Tornado Cash indictment fails to show ‘clear violation’ of certain laws: Coin Center
Tornado Cash indictment fails to show ‘clear violation’ of certain laws: Coin Center

Cryptocurrency advocacy group Coin Center has criticized the latest indictment against two former Tornado Cash developers, arguing that the facts presented do not reveal any apparent money transmission-related violations.

Roman Storm and Roman Semenov were indicted by the Office of Foreign Assets Control on Aug. 23 on charges including conspiring to operate an unlicensed money transmission business.

in the follow-up View According to Peter Van Valkenburgh, director of research at Coin Center, the claims in the indictment appear to contradict the guidance of the Financial Crimes Enforcement Network of the United States — that Tornado Cash only provides the software to transmit funds, not the funds themselves.

“The only allegation in the indictment of the defendants’ unauthorized transfer of funds is that they ‘conducted the business of transferring funds on behalf of the public,’ and were not registered with FinCEN,” Valkenberg wrote.

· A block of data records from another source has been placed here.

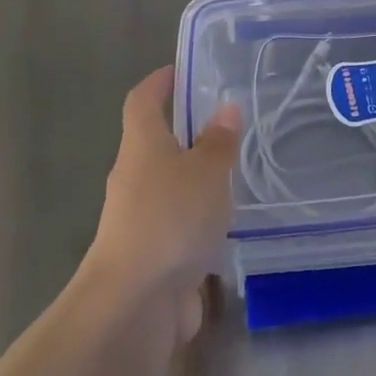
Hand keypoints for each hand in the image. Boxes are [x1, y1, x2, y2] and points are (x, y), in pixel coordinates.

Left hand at [83, 66, 240, 342]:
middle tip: (230, 124)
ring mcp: (142, 219)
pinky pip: (181, 225)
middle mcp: (136, 177)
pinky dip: (202, 220)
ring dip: (199, 180)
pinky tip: (233, 224)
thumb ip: (219, 142)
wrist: (134, 305)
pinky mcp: (154, 255)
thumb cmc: (169, 220)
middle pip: (158, 144)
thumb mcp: (206, 172)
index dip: (159, 82)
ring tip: (241, 172)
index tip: (182, 70)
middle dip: (189, 132)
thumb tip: (226, 107)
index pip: (143, 100)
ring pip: (172, 187)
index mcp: (141, 146)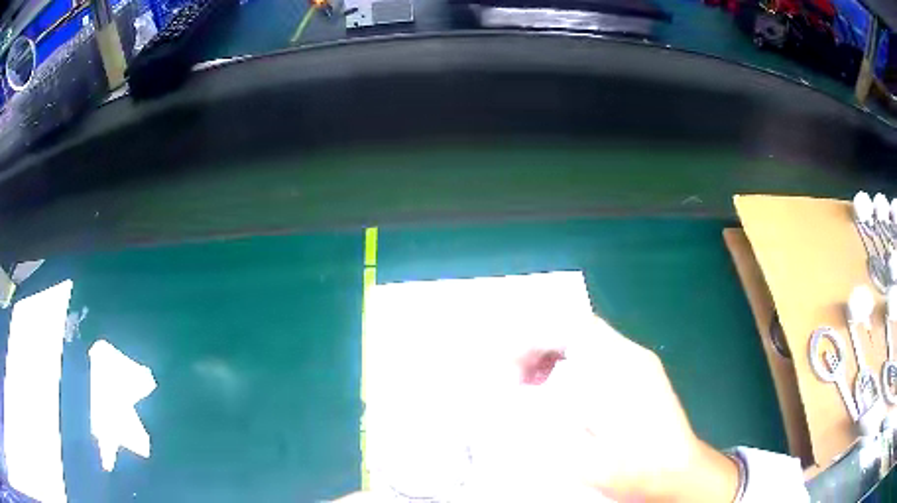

But does the indictment state any facts that actually show that the defendants engaged in any activity that would qualify as a money transfer under the relevant laws?

He points to FinCEN’s interpretation of what constitutes a “funds transmission service” under the U.S. Bank Secrecy Act, which states:

“Anonymous software providers are not money transmitter“.

Excerpted from FinCEN’s 2019 Virtual Currency Guidelines. Source: FinCEN.

Valkenburg then cites another excerpt stating that only people using the software can be considered money transmitters:

“(A) The person using the software to anonymize their own transactions will be either the user or the money sender, depending on the purpose of each transaction.”

While Valkenburgh said Tornado Cash makes it easier for individuals to use the protocol’s smart contracts to transfer funds, he doesn’t think that means the developers themselves are money transmitters.

“(But) that doesn’t mean they are transmitters just because they provide the tools that other people use to transmit their own funds,” Valkenburg explained.

Valkenburgh also criticized the indictment’s suggestion that Storm and Semenov have full control over the protocol’s smart contracts.

“Ethereum smart contracts are mutable, and sometimes people can’t control their operation, partial control or full control. This is the key fact needed to determine whether a person is making a money transfer,” he believes.

related: Crypto Lobbyists Still Fighting to Remove ‘Illegal’ Tornado Cash Sanctions

Coin Center first voiced its opposition to the U.S. Treasury Department in October, when it sued the U.S. Treasury Department for unprecedented illegal sanctions against Tornado Cash.

The OFAC complaint alleges that Storm and Semenov operated Unauthorized Funds Transmission Engage in the service of transferring funds on behalf of the public. Law enforcement agencies claim developers should register with FinCEN.

Semyonov was added to OFAC’s list of Specially Designated Nationals and Blocked Persons on August 23, the same day Storm was arrested by the Washington State FBI.

Another Tornado Cash founder, Alexey Pertsev, was imprisoned by Dutch authorities in August 2022 and released at the end of April.

Valkenburgh believes that the outcome of the Tornado Cash incident will have a profound impact on the legal rights of US citizens to build and distribute software in the future.